Les signes de reconnaissance
Les signes de reconnaissances peuvent être positifs ou négatifs, conditionnels ou inconditionnels :
- Le positif inconditionnel – « Je t’aime quoi que tu fasses. »
Un signe de reconnaissance positif inconditionnel est donné sans condition ; c’est le plus positif des signes. Néanmoins, son importance est pondérée par la relation que l’on entretient avec la personne qui nous l’envoie.
Par exemple, si votre fiancée vous complimente sur votre gentillesse, vous accepterez cette reconnaissance avec beaucoup plus de satisfaction que si elle émanait du garçon de café du coin (avec lequel vous n’entretenez qu’une relation de commerçant à client). Elle pourrait même, dans ce cas, vous sembler étrange ou intéressée.
- Le positif conditionnel – « Je t’aime si… »
La reconnaissance positive conditionnelle est soumise à certaine exigences ; on ne félicite pas son interlocuteur pour se qu’il est, mais pour ce qu’il fait.
Par exemple, si cette même fiancée vous remercie de lui avoir apporté son petit déjeuner au lit un dimanche matin ensoleillé, en vous complimentant sur votre gentillesse, il est évident qu’elle ne l’aurait pas fait si vous n’aviez pas vous même agi pour lui faire plaisir.
- Le négatif conditionnel – « Je ne t’aime pas si… »
Le signe de reconnaissance négatif conditionnel est l’inverse du précédent. A certaines conditions, on enverra un signal négatif à notre interlocuteur, non pas pour ce qu’il est mais pour ce qu’il fait.

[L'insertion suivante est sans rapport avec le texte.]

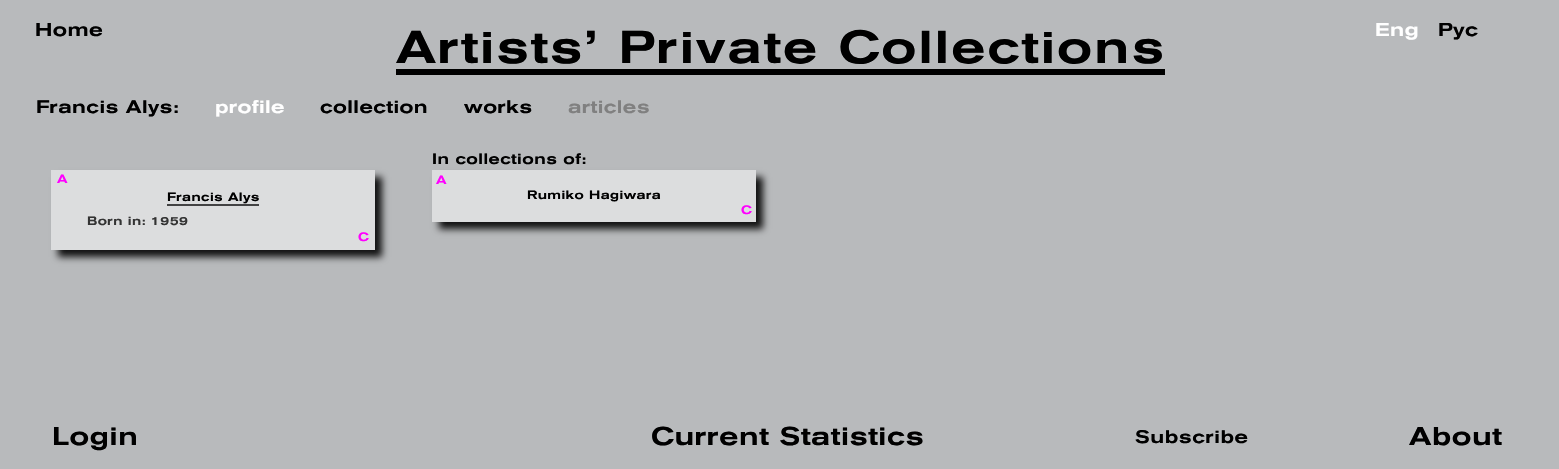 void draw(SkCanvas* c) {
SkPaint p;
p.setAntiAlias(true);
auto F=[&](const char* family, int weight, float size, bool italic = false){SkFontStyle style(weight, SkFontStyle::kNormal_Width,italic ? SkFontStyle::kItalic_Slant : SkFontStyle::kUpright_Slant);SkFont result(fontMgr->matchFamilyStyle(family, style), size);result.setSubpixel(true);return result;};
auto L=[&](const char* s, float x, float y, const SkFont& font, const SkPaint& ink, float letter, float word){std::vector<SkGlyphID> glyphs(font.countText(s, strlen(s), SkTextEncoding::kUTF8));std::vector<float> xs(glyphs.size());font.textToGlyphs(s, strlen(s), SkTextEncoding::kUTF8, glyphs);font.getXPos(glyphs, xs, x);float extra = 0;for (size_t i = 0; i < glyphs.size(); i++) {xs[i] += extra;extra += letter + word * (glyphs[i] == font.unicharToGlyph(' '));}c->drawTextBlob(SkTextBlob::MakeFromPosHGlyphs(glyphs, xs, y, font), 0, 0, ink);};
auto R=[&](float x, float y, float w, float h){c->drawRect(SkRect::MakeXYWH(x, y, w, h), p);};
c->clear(0xffb8babc);
auto f1 = F("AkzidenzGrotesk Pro",500,18.5);
p.setColor(0xff000000);
L("Home",35,36,f1,p,.4,0);
R(396,69,769,6);
auto f2 = F("AkzidenzGrotesk Pro",500,45.6);
L("Artists’ Private Collections",396,63,f2,p,2.05,0);
p.setColor(0xffffffff);
L("Eng",1375,36,f1,p,.4,0);
p.setColor(0xff000000);
L("Рус",1438,36,f1,p,.4,0);
auto f3 = F("AkzidenzGrotesk Pro",500,18);
L("Francis Alys:",36,113,f3,p,.4,0);
p.setColor(0xffffffff);
L("profile",215,113,f3,p,.4,0);
p.setColor(0xff000000);
L("collection",320,113,f3,p,.4,0);
L("works",464,113,f3,p,.4,0);
p.setColor(0xff808080);
L("articles",568,113,f3,p,.4,0);
p.setColor(0xe6000000);
p.setMaskFilter(SkMaskFilter::MakeBlur(kNormal_SkBlurStyle, 3.5));
c->drawRect(SkRect::MakeXYWH(58,177,324,80),p);
p.setMaskFilter(nullptr);
p.setColor(0xffdcddde);
R(51,170,324,80);
auto f4 = F("AkzidenzGrotesk Pro",500,12);
p.setColor(0xffff00ff);
L("A",57,183,f4,p,.4,0);
p.setColor(0xff000000);
L("Francis Alys",167,201,f4,p,.4,0);
p.setColor(0xff424243);
R(167,204,92,2);
p.setColor(0xff333333);
L("Born in: 1959",87,225,f4,p,.4,0);
p.setColor(0xffff00ff);
L("C",358,241,f4,p,.4,0);
auto f5 = F("AkzidenzGrotesk Pro",500,15);
p.setColor(0xff000000);
L("In collections of:",432,164,f5,p,.4,0);
p.setColor(0xe6000000);
p.setMaskFilter(SkMaskFilter::MakeBlur(kNormal_SkBlurStyle, 3.5));
c->drawRect(SkRect::MakeXYWH(439,177,324,52),p);
p.setMaskFilter(nullptr);
p.setColor(0xffdcddde);
R(432,170,324,52);
p.setColor(0xffff00ff);
L("A",436,184,f4,p,.4,0);
p.setColor(0xff000000);
L("Rumiko Hagiwara",527,199,f4,p,.4,0);
p.setColor(0xffff00ff);
L("C",741,214,f4,p,.4,0);
auto f6 = F("AkzidenzGrotesk Pro",500,25.5);
p.setColor(0xff000000);
L("Login",52,445,f6,p,.6,0);
L("Current Statistics",651,445,f6,p,.6,0);
L("Subscribe",1135,443,f3,p,.6,0);
L("About",1409,445,f6,p,.6,0);
} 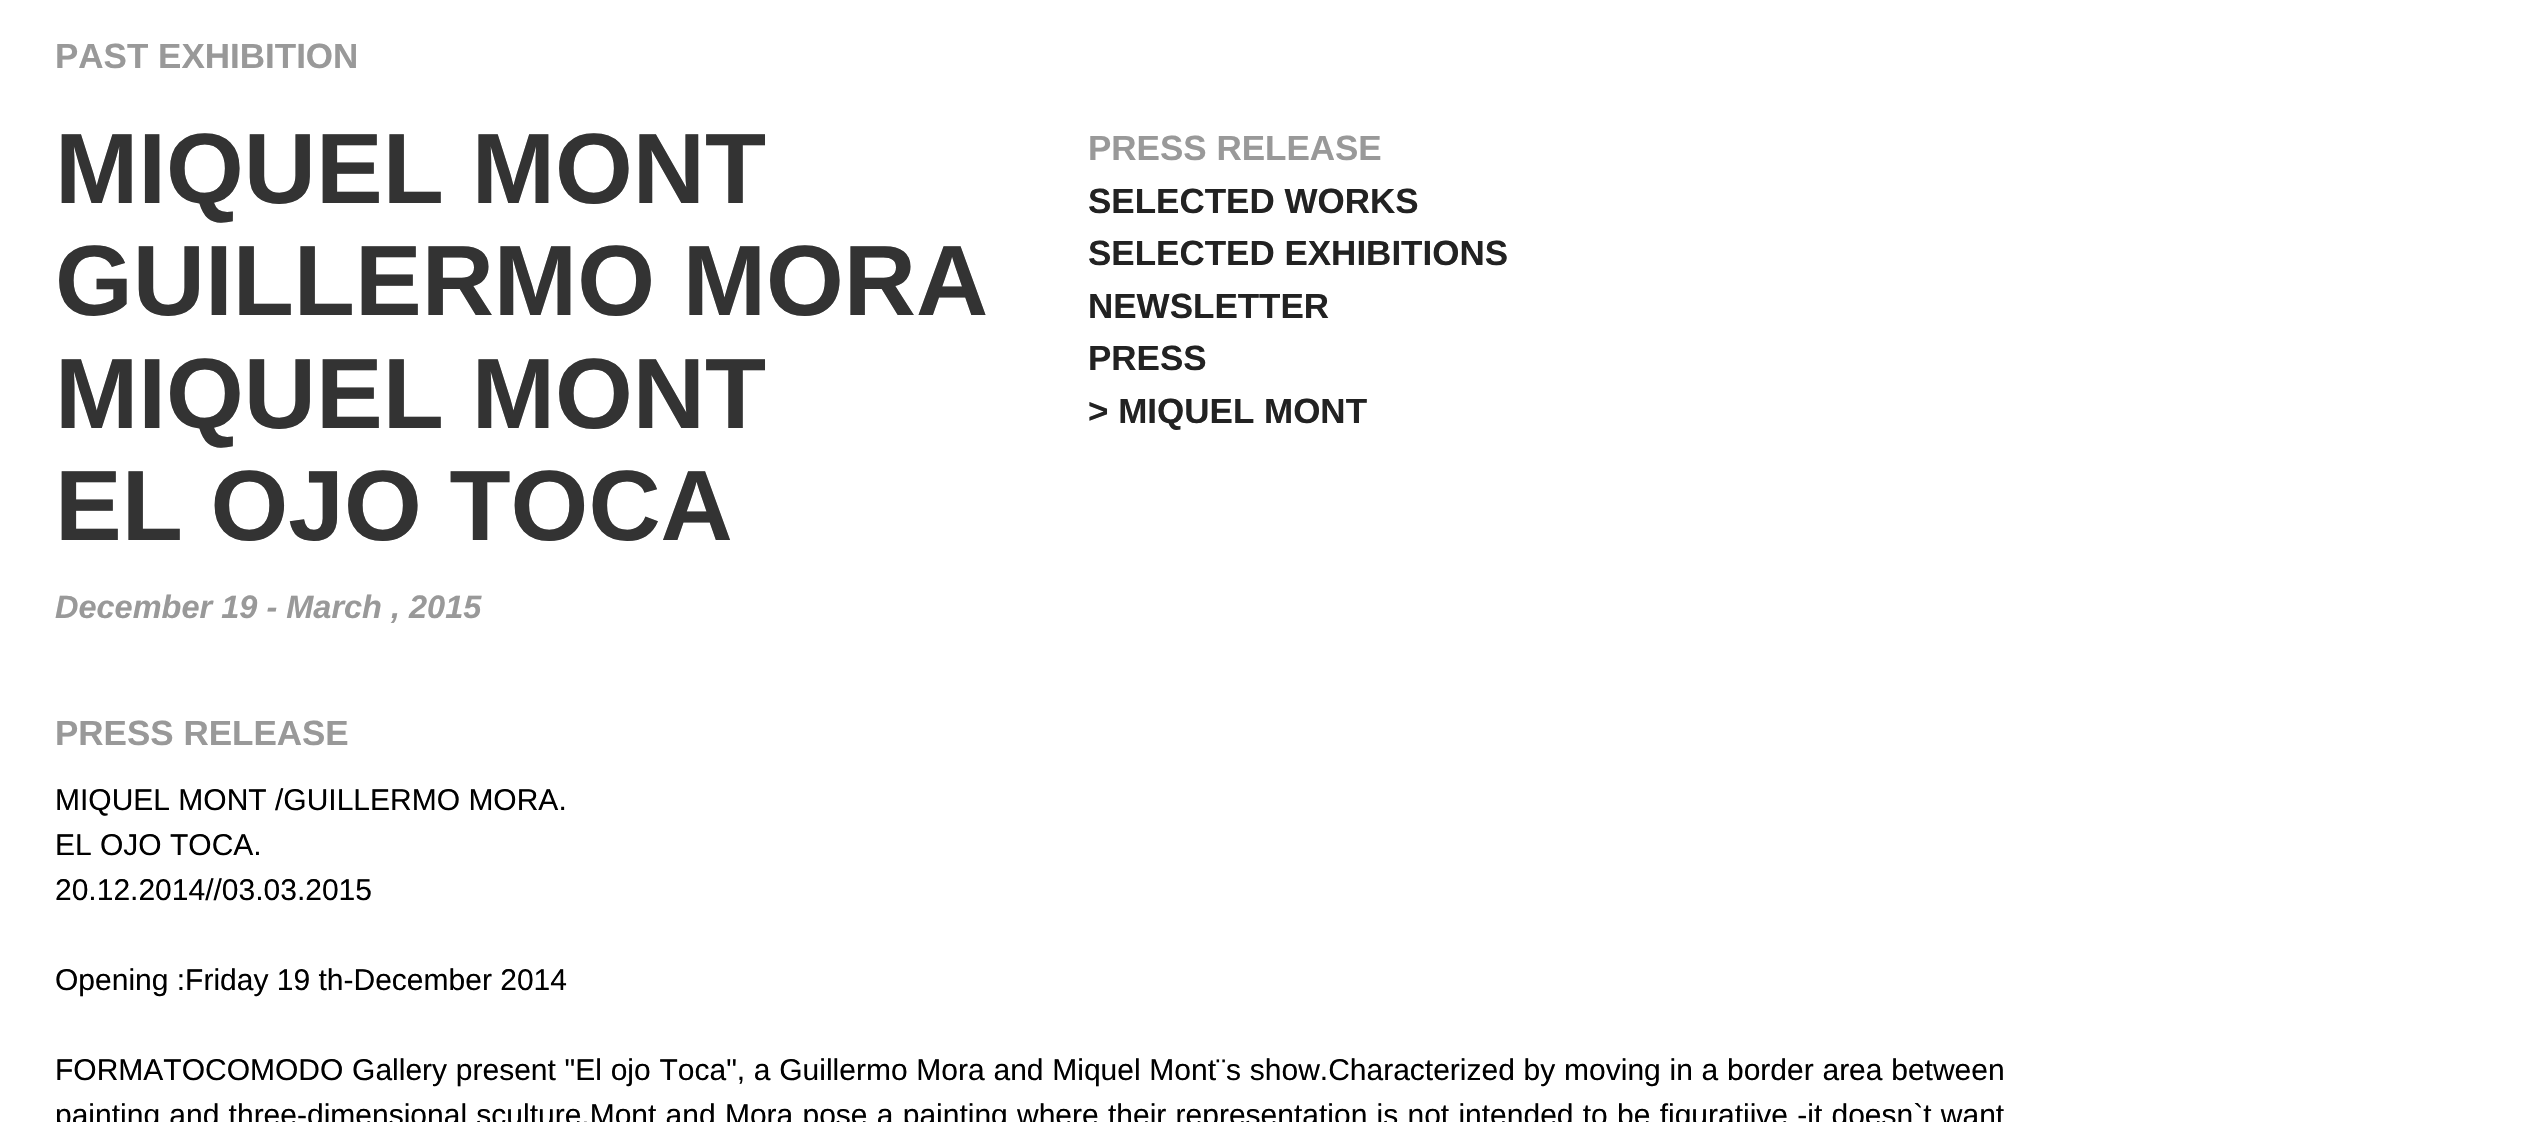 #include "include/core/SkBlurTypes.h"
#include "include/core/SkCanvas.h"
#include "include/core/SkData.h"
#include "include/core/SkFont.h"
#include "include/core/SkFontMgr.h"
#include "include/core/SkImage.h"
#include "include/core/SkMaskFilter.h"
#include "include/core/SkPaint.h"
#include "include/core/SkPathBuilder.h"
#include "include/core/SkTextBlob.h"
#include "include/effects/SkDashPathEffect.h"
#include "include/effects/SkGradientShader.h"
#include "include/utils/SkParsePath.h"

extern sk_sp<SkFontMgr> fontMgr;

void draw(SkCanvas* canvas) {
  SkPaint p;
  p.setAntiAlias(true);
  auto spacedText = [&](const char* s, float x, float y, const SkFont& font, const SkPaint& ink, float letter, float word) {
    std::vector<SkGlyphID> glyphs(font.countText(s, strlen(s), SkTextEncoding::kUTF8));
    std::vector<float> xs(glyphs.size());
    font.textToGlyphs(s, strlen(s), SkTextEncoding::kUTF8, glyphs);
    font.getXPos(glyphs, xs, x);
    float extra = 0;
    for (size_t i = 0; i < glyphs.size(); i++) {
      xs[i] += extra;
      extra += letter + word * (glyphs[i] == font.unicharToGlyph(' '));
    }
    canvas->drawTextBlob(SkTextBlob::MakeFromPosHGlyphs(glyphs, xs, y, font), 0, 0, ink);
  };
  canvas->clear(SK_ColorWHITE);
  SkFont font1(fontMgr->matchFamilyStyle("Liberation Sans", SkFontStyle::Bold()), 35);
  font1.setSubpixel(true);
  p.setColor(SkColorSetRGB(153, 153, 153));
  canvas->drawString("PAST EXHIBITION", 55, 68, font1, p);
  SkFont font2(fontMgr->matchFamilyStyle("Liberation Sans", SkFontStyle::Bold()), 100);
  font2.setSubpixel(true);
  p.setColor(SkColorSetRGB(51, 51, 51));
  canvas->drawString("MIQUEL MONT", 55, 203, font2, p);
  canvas->drawString("GUILLERMO MORA", 55, 315, font2, p);
  canvas->drawString("MIQUEL MONT", 55, 428, font2, p);
  canvas->drawString("EL OJO TOCA", 55, 540, font2, p);
  SkFont font3(fontMgr->matchFamilyStyle("Liberation Sans", SkFontStyle::BoldItalic()), 32.5f);
  font3.setSubpixel(true);
  p.setColor(SkColorSetRGB(153, 153, 153));
  canvas->drawString("December 19 - March , 2015", 55, 618, font3, p);
  canvas->drawString("PRESS RELEASE", 1088, 160, font1, p);
  p.setColor(SkColorSetRGB(34, 34, 34));
  canvas->drawString("SELECTED WORKS", 1088, 213, font1, p);
  canvas->drawString("SELECTED EXHIBITIONS", 1088, 265, font1, p);
  canvas->drawString("NEWSLETTER", 1088, 318, font1, p);
  canvas->drawString("PRESS", 1088, 370, font1, p);
  canvas->drawString("> MIQUEL MONT", 1088, 423, font1, p);
  p.setColor(SkColorSetRGB(153, 153, 153));
  canvas->drawString("PRESS RELEASE", 55, 745, font1, p);
  SkFont font4(fontMgr->matchFamilyStyle("Liberation Sans", SkFontStyle::Normal()), 30);
  font4.setSubpixel(true);
  p.setColor(SK_ColorBLACK);
  canvas->drawString("MIQUEL MONT /GUILLERMO MORA.", 55, 810, font4, p);
  canvas->drawString("EL OJO TOCA.", 55, 855, font4, p);
  canvas->drawString("20.12.2014//03.03.2015", 55, 900, font4, p);
  canvas->drawString("Opening :Friday 19 th-December 2014", 55, 990, font4, p);
  spacedText("FORMATOCOMODO Gallery present \"El ojo Toca\", a Guillermo Mora and Miquel Mont¨s show.Characterized by moving in a border area between", 55, 1080, font4, p, 0, 0.4f);
  spacedText("painting and three-dimensional sculture,Mont and Mora pose a painting where their representation is not intended to be figuratiive -it doesn`t want", 55, 1125, font4, p, 0, 0.9f);
}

En reprenant notre exemple, votre fiancée pourrait probablement vous reprocher votre égoïsme si, le dimanche matin, vous lui réclamiez de vous faire servir votre petit déjeuner au lit.
- Le négatif inconditionnel – « Je ne t’aime pas quoi que tu fasses. »
Les signes négatifs inconditionnels sont des signaux envoyés pour ce que l’interlocuteur est, plutôt que pour ce qu’il fait. De la même manière que pour le signe positif inconditionnel, ce signe est pondéré par la relation que l’on entretient avec la personne qui nous l’envoie.
Ainsi, si votre fiancée vous reproche votre égoïsme en général, vous risquez d’être bien plus touché que si le reproche vous vient du garçon de café (ce qui ne serait pas très commerçant de sa part, je vous l’accorde).
Bien évidemment, personne ne se contente d’envoyer un seul type de signes, ni n’abonne un individu à un type de signe en particulier. Encore qu’un mère (ou un amoureux transi) pourra privilégier les signes positifs inconditionnels envers sa progéniture (ou son âme-soeur). Mais de manière générale, les signes envoyés dépendent de la relation entretenue avec l’interlocuteur, en général et sur le moment.
Et le JdR dans tout ça ?
Là où cette théorie rejoint le JdR, c’est dans la manière qu’on les individus de distribuer et de recevoir des signes de reconnaissance. Bien sûr, tous ces concepts peuvent être compris uniquement si on considère qu’ils sont autant conscients qu’inconscients, des deux côtés de la relation.
Dans la création d’un personnage ou d’un PNJ, dont on voudrait explorer la personnalité en profondeur, il serait intéressant de se poser les questions suivantes.
- Quels signes est-ce que je m’autorise à donner ?
Dans la manière de saluer les autres, de leur serrer la main, de leur sourire (ou d’être froid et distant), je leur renvoie une image d’eux même. Un personnage souriant, aimable et chaleureux sera logiquement mieux perçu par son entourage car il donnera l’impression aux autres de les apprécier. Un individu qui sait féliciter, récompenser ou se montrer généreux envers autrui sera plus apprécié, et inversement.
- Quand j’ai besoin (ou envie) d’un signe de reconnaissance, est-ce que j’ose le demander ?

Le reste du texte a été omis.